Женщины земные и Луна


Кабак стоял недалеко от школы, и мы по традиции собирались здесь, несмотря на то, что Толя уже переехал на Алексеевскую, а я жил то на Ясенево, то в мастерской, а в последнее время часто ночевал у Кати.


В лицах старых друзей выхватываешь черты, характеристики, которые затем часто ищешь в новых людях и, вспоминая новых людей, невольно вспоминаешь те самые черты.

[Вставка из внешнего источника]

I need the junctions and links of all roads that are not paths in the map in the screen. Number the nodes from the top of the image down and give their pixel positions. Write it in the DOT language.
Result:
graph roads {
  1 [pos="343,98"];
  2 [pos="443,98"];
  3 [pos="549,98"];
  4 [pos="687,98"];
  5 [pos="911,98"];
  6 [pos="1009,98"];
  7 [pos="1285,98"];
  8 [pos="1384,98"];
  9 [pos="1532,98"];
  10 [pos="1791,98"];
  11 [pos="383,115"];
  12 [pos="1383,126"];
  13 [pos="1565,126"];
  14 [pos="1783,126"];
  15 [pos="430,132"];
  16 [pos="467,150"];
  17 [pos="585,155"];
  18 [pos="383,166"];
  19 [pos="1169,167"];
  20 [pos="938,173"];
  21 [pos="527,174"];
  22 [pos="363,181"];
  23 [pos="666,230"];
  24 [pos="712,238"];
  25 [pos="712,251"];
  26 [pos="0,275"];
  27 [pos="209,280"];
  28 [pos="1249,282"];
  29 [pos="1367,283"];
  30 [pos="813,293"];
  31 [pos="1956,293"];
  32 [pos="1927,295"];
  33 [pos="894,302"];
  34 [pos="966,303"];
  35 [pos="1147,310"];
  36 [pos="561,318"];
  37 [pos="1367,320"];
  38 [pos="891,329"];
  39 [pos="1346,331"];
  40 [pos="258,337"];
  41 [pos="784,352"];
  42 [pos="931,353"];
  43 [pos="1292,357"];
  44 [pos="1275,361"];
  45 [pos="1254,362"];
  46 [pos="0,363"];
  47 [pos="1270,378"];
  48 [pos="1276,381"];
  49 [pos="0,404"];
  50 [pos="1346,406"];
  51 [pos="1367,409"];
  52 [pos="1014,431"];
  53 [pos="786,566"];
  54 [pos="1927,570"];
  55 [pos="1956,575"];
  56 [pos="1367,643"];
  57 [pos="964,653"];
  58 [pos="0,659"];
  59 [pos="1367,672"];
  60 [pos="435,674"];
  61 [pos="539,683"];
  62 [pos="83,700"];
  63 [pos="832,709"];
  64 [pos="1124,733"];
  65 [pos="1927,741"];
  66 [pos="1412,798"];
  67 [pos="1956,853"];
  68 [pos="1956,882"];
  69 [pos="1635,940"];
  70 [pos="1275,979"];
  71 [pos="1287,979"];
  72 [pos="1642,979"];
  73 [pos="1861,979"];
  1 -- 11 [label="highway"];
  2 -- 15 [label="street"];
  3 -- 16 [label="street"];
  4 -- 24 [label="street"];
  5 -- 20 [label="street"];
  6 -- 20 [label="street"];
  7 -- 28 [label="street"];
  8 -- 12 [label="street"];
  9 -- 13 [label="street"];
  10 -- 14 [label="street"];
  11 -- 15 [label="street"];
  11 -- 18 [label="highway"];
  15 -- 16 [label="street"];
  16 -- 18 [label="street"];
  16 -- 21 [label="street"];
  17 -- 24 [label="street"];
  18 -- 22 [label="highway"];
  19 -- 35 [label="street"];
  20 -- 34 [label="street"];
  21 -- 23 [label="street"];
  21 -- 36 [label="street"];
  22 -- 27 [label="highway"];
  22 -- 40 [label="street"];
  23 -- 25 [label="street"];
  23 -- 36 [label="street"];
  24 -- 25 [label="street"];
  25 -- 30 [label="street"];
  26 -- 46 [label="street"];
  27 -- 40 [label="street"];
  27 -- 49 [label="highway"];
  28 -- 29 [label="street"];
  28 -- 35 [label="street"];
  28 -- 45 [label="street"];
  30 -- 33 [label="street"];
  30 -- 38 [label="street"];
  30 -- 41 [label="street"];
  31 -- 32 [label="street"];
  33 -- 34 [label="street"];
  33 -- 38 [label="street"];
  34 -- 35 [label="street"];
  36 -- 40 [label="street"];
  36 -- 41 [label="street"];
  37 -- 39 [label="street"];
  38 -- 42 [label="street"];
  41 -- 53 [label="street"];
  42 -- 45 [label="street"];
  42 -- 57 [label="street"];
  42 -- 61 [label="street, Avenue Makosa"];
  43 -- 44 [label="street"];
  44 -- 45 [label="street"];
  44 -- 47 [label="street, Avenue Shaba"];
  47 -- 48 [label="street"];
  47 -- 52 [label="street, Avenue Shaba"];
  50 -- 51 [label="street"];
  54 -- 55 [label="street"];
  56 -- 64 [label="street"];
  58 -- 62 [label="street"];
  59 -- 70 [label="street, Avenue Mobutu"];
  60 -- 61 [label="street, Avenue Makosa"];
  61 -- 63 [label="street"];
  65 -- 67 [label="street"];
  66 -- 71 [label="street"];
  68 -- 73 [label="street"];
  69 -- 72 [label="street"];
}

Чертой Толи являлась красивая открытая улыбка на лице с острым носом и острым подбородком, Кирилл – круглолицый с небольшой головой и высоким лбом, Гриша – темноволосый, рано седеющий, с правильными, скорее европейскими, чем славянскими чертами лица и длинными ресницами.


Гриша и Кирилл были спортивными ребятами, я умел подтягиваться и бегать, а Толя к третьему курсу университета совсем обрюзг, тем не менее, его всегда сопровождали стройные красивые девушки. Видимо, потому что, он их не боялся, и, одновременно, ценил женскую красоту. Со Снежанной они встречались уже почти три месяца. У Гриши девушки никогда не было, возможно потому что он был очень принципиальным и прямым и свободное время тратил на бег и футбол. В то же время, он оставался всегда очень галантен как с моей Катей, которая сегодня ждала меня дома, так и с дамами Толи. Кирилл смотрел на девушек свысока своего двухметрового роста, и, казалось, относился к ним с пренебрежением…


Этим летом Кирилл сплавлялся по горным реками Алтая недалеко от Тюнгура, мы с Гришей ходили в пеший маршрут по Большой Байкальской тропе, и сегодня встретились, наконец, поделиться друг с другом впечатлениям и посмотреть фото.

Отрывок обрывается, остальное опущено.